Oyster Perpetual Explorer II

Its overall appearance is retained, including of course its 24-hour display, comprising an engraved bezel and an orange hour hand. While most of us would find this more useful as a second time zone display, the original intention of this display was to enable explorers in extreme conditions to tell whether it is day or night.

Thanks to a redesign that sees the lugs and Oyster bracelet becoming more tapered, you might find that the new-generation Explorer II sits more nicely on your wrist. Adding to that can’t-quite-put-your-finger-on-it difference is an improved polished finish that creates better light reflections to highlight the case profile.

The new Explorer comes in two variants – with white “Polar” dial or with a black dial. The white lacquer dial forms a striking contrast with the matte black hour, minute and seconds hands, as well as the black coating of the hour markers, which is applied using PVD. Like the Explorer, the Explorer II models feature the updated Chromalight lume.

  • Rolex Oyster Perpetual Explorer II
    Oyster Perpetual Explorer II

Under the hood, the in-house automatic calibre 3285, first released in 2018, powers these new timepieces. Again, it boasts patented innovations aplenty and features all the aforementioned advantages of the latest Rolex movements: Greater precision, power reserve (70 hours), magnetic resistance and reliability.

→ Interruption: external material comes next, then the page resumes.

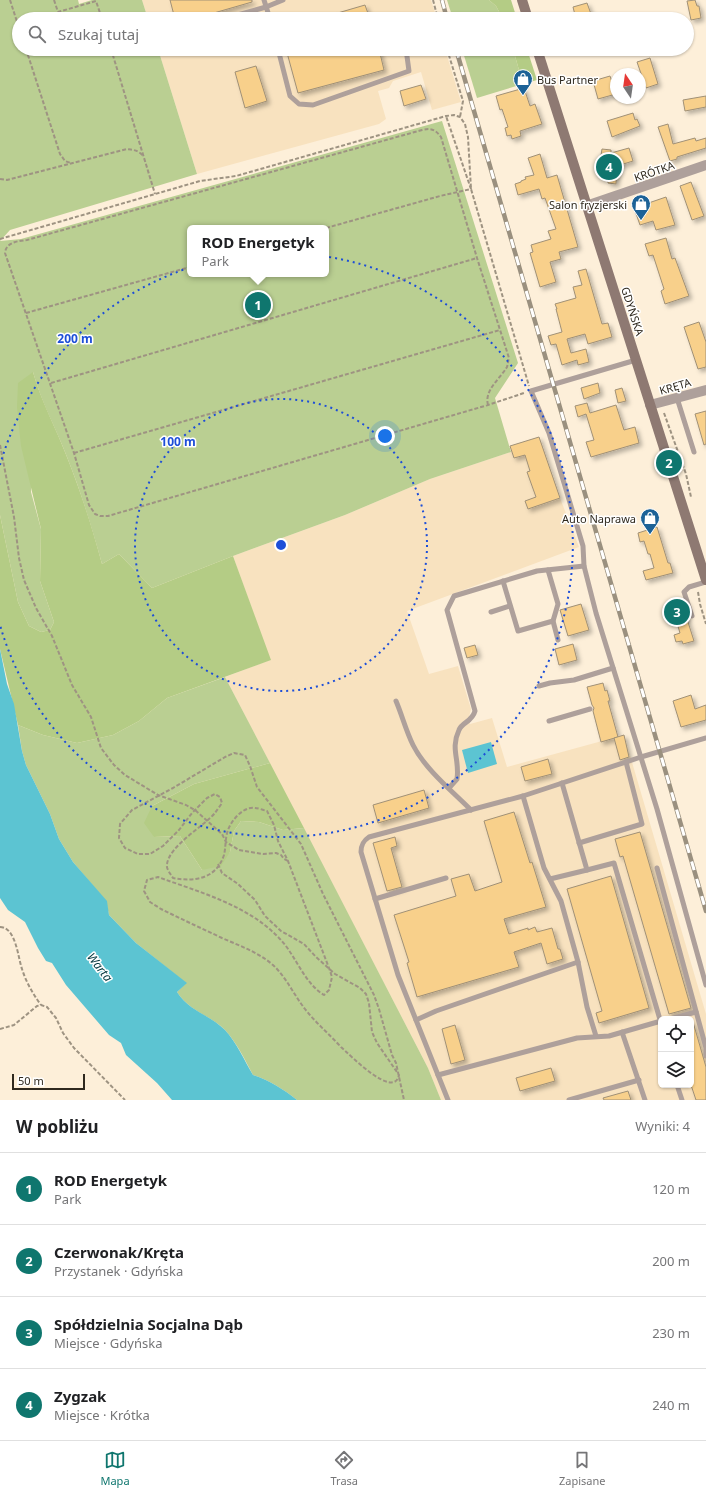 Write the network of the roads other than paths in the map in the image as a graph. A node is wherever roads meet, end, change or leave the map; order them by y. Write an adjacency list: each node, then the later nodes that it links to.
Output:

What unites all the new Explorer models, too, is of course is the brand’s signature sturdy build: Oyster case with a water-resistance of 100m, and the three-link Oyster bracelet outfitted with the Easylink comfort extension link that allows the wearer to increase the bracelet length by 5mm – handy for those hot days when you’re exploring new frontiers, or just fresh lunch options.